At the Ballymoney U3A Annual General Meeting, the following were elected for the next year: chairperson Marie Hegarty; vice chair Geoffrey Robinson; treasurer John Michael; secretary Marion McDowell; membership secretaries: Jackie Cochrane and Sam Cochrane. Other committee members include Jean Philp and, a new member, Jim Sayers.
U3A was pleased to invite local man Frank Stewart to their monthly meeting to speak about the work of WaterAid. This international charity has a simple aim, to use low cost sustainable solutions to provide the basic essentials of clean drinking water, proper toilets and good hygiene to some of the poorest people in the developing countries of the world. Millions of people don’t have access to these basic services. Can you imagine life without clean water to drink? For millions of people it’s a daily reality. Everyone everywhere needs a safe and sustainable supply of water: for drinking, washing, cleaning, cooking and growing food. It’s a basic human right.
Frank Stewart, Chair WaterAid NI said: “In many countries around the world, taps, wells and pipes simply don’t exist. Even where they do, they are often not affordable for the poorest people or are not designed to last.”

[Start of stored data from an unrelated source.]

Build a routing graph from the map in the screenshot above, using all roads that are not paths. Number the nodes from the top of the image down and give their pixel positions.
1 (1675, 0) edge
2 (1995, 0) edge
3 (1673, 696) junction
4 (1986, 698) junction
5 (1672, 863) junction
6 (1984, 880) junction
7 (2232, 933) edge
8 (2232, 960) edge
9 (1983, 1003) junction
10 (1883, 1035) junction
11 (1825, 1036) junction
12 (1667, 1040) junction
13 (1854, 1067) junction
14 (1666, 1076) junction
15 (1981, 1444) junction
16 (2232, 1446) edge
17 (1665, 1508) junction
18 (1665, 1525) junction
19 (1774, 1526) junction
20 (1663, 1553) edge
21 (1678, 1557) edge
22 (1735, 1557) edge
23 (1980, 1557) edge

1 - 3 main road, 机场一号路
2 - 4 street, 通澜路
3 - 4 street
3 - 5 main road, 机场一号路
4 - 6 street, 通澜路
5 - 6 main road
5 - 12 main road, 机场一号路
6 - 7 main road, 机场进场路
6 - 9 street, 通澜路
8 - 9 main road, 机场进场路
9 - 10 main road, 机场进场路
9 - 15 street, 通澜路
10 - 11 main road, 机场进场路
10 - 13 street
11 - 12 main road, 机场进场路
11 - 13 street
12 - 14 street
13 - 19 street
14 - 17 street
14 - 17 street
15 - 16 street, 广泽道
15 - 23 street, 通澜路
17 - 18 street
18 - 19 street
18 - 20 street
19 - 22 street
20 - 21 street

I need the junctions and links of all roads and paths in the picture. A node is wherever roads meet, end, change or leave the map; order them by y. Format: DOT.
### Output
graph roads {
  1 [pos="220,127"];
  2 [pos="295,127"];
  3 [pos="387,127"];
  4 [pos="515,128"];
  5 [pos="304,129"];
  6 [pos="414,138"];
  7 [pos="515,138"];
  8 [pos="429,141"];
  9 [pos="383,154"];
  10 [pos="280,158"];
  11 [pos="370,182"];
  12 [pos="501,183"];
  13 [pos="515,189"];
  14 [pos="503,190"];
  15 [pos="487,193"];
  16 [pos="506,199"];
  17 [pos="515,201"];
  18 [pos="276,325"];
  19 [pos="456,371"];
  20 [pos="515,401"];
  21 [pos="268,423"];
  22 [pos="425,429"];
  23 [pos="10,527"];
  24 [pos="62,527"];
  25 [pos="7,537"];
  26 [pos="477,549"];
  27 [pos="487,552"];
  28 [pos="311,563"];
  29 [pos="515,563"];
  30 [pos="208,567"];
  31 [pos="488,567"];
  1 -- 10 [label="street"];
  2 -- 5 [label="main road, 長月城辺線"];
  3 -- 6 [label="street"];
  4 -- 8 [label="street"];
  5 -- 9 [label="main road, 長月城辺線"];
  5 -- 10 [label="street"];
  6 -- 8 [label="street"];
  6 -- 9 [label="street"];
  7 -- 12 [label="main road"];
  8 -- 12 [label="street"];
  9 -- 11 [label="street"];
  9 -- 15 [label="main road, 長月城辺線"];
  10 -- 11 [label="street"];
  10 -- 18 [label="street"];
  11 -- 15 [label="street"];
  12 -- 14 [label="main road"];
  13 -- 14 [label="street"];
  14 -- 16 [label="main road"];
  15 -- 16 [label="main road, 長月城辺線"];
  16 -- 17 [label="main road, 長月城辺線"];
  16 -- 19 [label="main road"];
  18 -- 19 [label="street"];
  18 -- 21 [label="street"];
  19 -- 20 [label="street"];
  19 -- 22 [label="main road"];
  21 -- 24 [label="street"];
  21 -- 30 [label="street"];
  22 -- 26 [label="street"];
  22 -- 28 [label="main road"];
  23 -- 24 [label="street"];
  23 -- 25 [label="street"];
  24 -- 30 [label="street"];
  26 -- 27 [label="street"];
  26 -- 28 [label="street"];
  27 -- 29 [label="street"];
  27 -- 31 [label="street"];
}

Women and girls suffer the most. They have no choice other than to walk long distances to collect dirty water, wasting their time and energy. They miss out on an education, lack the opportunity to make a living, and have little chance to change things. The community is also more likely to get sick with water-related diseases.
Right now, the some of world’s poorest people do not have access to clean water, sanitation or hygiene. This crisis is ruining lives and holding back development. 663 million people live without clean water. 2.4 billion people don’t have access to adequate sanitation, one in three of the world’s population. Around 315,000 children under-five die every year from diarrhoeal diseases caused by dirty water and poor sanitation: almost 900 children per day.
A monthly donation of £2 will provide a water system toolkit in Timor-Leste; £5 a month will construct a tube well in Nepal; and £10 a month will pay for a mason to construct a family toilet in Nigeria. To provide the basic essentials of clean water, somewhere safe to go to the toilet and hygiene training costs on average £15, and gives a life and a future, for one person. That is the challenge! It is a comparable cost of three cups of coffee and cake; will you accept the challenge?
When clean water and toilets are provided people’s lives are transformed. WaterAid works with local partners and communities to improve access to water and sanitation and promote good hygiene. The charity campaigns and engages decision-makers to bring about a world where everyone everywhere has these essentials by 2030.”